TDT – Trade Data Tools

A modern, modular platform for compiling International Merchandise Trade Statistics (IMTS), or any other official statistics, built by United Nations Statistics Division in collaboration with Eurostat. This page summarizes capabilities, modules, and development activities.

(Jan 2026)

What is TDT?

TDT (Trade Data Tools) is a next generation, open-source, web based platform that transforms raw administrative trade data into validated, official statistics through automated pipelines and collaborative workflows. By replacing fragmented, manual processes and legacy tools, TDT enables faster, higher quality IMTS at lower cost, strengthens national capacity, and supports the timely release of data for evidence based policy. Furthermore, TDT simplifies data submission to the global databases, such as UN Comtrade, thereby improving timeliness and user relevance. It upgrades and complements Eurotrace with a web-based, multi-user experience, built-in database and data lake, and scalable, containerized deployment options.

TDT’s core value is to take raw administrative trade data (customs declarations, registers, ministry records) and transform it into validated, aggregated statistics ready for publication workflows—using configurable pipelines and rules.

Positioning vs. Eurotrace: Eurotrace remains available (no near-term plans to discontinue), but no further improvements are planned; TDT is the forward-looking, cloud-first complement.

Core Functional Features

Modern Upgrade of Eurotrace: Built from scratch with Eurotrace capabilities plus new enhancements.
End-to-end compilation: Import raw files → validate and standardize → generate aggregates (e.g., IMTS) → export for distribution/publishing systems.
Medallion Architecture: Organizes data into three layers—Bronze (raw), Silver (validated), Gold (aggregated) for quality control, structured processing, and lower learning curves.
Modern data pipelines: ETL workflows for moving data from Bronze → Silver → Gold, including system and custom validations.
Data validation & verification: Standard and custom checks are applied across the process; error handling and correction are part of the pipeline jobs.
Error Management: Supports error rectification and batch reprocessing.
Advanced Analytics: Users can run machine learning code via notebooks connected to TDT datasets.
Built-in services:

Dashboard: Quick access to datasets and last pipeline runs.

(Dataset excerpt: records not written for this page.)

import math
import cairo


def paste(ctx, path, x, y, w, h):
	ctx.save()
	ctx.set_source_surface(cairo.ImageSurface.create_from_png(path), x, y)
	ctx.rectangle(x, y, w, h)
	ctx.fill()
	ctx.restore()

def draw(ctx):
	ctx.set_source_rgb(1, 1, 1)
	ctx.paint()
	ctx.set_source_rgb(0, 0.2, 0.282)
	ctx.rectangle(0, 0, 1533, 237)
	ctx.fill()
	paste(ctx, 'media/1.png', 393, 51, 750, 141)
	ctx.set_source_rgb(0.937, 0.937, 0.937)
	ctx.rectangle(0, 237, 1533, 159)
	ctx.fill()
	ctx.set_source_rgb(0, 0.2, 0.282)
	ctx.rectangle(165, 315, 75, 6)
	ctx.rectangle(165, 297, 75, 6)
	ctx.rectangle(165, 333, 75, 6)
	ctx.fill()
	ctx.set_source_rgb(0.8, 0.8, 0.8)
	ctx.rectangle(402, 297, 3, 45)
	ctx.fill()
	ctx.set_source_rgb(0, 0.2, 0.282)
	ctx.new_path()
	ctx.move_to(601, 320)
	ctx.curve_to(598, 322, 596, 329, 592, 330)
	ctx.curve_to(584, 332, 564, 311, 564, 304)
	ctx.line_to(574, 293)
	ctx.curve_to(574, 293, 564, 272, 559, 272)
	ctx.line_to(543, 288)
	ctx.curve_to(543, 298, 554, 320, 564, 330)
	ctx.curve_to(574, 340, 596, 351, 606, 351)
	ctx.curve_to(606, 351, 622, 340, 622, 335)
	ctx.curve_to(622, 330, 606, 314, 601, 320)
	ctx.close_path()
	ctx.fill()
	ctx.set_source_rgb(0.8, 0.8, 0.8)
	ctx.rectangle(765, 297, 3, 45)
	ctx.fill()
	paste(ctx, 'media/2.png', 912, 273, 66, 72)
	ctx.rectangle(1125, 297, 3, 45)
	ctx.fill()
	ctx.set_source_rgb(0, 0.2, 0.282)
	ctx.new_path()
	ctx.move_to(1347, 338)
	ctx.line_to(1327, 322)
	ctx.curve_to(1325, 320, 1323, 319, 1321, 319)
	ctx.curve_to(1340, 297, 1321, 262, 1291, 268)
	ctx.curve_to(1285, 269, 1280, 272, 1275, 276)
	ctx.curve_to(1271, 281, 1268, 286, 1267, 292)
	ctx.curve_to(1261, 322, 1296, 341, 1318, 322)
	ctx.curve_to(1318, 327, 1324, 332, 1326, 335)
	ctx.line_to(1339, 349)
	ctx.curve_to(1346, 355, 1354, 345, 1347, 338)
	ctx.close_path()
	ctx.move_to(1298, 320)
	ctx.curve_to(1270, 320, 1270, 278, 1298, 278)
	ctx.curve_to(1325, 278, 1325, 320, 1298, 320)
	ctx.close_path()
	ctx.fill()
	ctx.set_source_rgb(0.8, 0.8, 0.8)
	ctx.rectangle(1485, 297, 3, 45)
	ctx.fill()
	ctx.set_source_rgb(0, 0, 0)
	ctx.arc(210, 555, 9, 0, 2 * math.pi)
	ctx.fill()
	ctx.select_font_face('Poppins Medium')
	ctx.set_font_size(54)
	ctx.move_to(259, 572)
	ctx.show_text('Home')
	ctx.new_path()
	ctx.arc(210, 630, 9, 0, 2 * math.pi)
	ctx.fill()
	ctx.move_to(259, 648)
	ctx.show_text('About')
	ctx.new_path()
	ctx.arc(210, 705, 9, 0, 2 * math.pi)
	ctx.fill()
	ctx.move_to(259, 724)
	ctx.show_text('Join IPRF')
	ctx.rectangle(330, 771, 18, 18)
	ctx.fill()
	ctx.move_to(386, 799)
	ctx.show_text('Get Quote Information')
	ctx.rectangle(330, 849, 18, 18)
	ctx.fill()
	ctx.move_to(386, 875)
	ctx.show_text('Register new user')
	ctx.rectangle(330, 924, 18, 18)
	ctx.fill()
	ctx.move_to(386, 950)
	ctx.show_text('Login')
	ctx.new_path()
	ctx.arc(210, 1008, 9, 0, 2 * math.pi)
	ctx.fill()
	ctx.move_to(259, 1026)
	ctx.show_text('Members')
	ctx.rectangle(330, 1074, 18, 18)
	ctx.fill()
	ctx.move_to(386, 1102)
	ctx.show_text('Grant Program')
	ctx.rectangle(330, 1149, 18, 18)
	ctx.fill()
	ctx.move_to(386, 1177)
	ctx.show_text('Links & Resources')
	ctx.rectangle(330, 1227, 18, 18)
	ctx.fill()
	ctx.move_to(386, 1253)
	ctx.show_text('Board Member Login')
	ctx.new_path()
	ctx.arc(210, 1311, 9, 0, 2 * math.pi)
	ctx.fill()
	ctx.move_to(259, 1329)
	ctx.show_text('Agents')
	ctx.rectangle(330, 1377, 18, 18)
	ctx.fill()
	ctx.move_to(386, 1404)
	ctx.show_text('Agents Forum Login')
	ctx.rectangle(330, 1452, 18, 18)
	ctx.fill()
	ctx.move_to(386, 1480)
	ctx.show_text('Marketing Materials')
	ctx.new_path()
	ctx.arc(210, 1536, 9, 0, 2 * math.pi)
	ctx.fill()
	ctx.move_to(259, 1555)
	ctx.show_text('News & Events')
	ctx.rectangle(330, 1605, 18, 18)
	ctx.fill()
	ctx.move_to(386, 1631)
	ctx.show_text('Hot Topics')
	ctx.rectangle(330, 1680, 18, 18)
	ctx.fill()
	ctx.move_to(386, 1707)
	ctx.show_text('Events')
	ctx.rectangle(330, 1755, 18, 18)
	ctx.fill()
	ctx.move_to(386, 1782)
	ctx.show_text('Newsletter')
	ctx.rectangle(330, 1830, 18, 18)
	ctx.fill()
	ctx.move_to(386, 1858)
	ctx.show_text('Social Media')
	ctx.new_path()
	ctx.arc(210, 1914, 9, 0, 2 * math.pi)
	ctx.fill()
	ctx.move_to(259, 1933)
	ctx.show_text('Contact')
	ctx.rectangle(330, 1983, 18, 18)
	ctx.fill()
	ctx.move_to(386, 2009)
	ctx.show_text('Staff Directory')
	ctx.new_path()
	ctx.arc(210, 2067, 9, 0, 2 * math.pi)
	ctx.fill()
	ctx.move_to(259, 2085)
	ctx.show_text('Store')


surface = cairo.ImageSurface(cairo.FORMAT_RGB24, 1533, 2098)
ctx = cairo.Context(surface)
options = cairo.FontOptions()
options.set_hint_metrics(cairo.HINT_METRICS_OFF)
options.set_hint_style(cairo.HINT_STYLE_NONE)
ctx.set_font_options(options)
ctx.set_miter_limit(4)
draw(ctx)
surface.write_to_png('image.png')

File Service (bucket-based) for secure storage and organization,

Metadata Service for schema & validation rules,

Dataset Service for domain structures,

Pipeline Jobs for ETL orchestration,

Data Service for tabular inspection/QA,

Charting for data visualization.

What TDT is not

A PDF report generator with advanced publication layout,
A full-blown visualization portal,
A public data extraction site for general users.

These are intentionally out of scope; TDT focuses on compilation and upstream data quality.

Technical Features

Microservices pattern: Separate services for files (minIO), data pipelines (Zeppelin), database (MariaDB), and web UI; open-source stack and no license requirements.
Web-Based & Multi-User: Accessible through a browser, supports multiple users simultaneously.
In-Built Database & Data Lake: No need for external databases or licenses; integrated storage for raw and processed data.
Cloud-First Design: Runs in a secure, isolated cloud environment; can also be deployed on-premises or locally if needed.
Open-Source Architecture: All components (file service, database, metadata) are open source; no licensing costs.
Seamless Updates: System updates without full reinstallation.
User access: Multi-user operations are emphasized for collaborative compilation environments.

Why TDT

TDT is a production-grade compilation tool with cloud/on-prem options that Eurotrace users can transition progressively; training and MVP testing are underway.

Deployment with microservices, open-source components, Kubernetes-based deployments, and a clear separation of services (UI, notebooks, storage).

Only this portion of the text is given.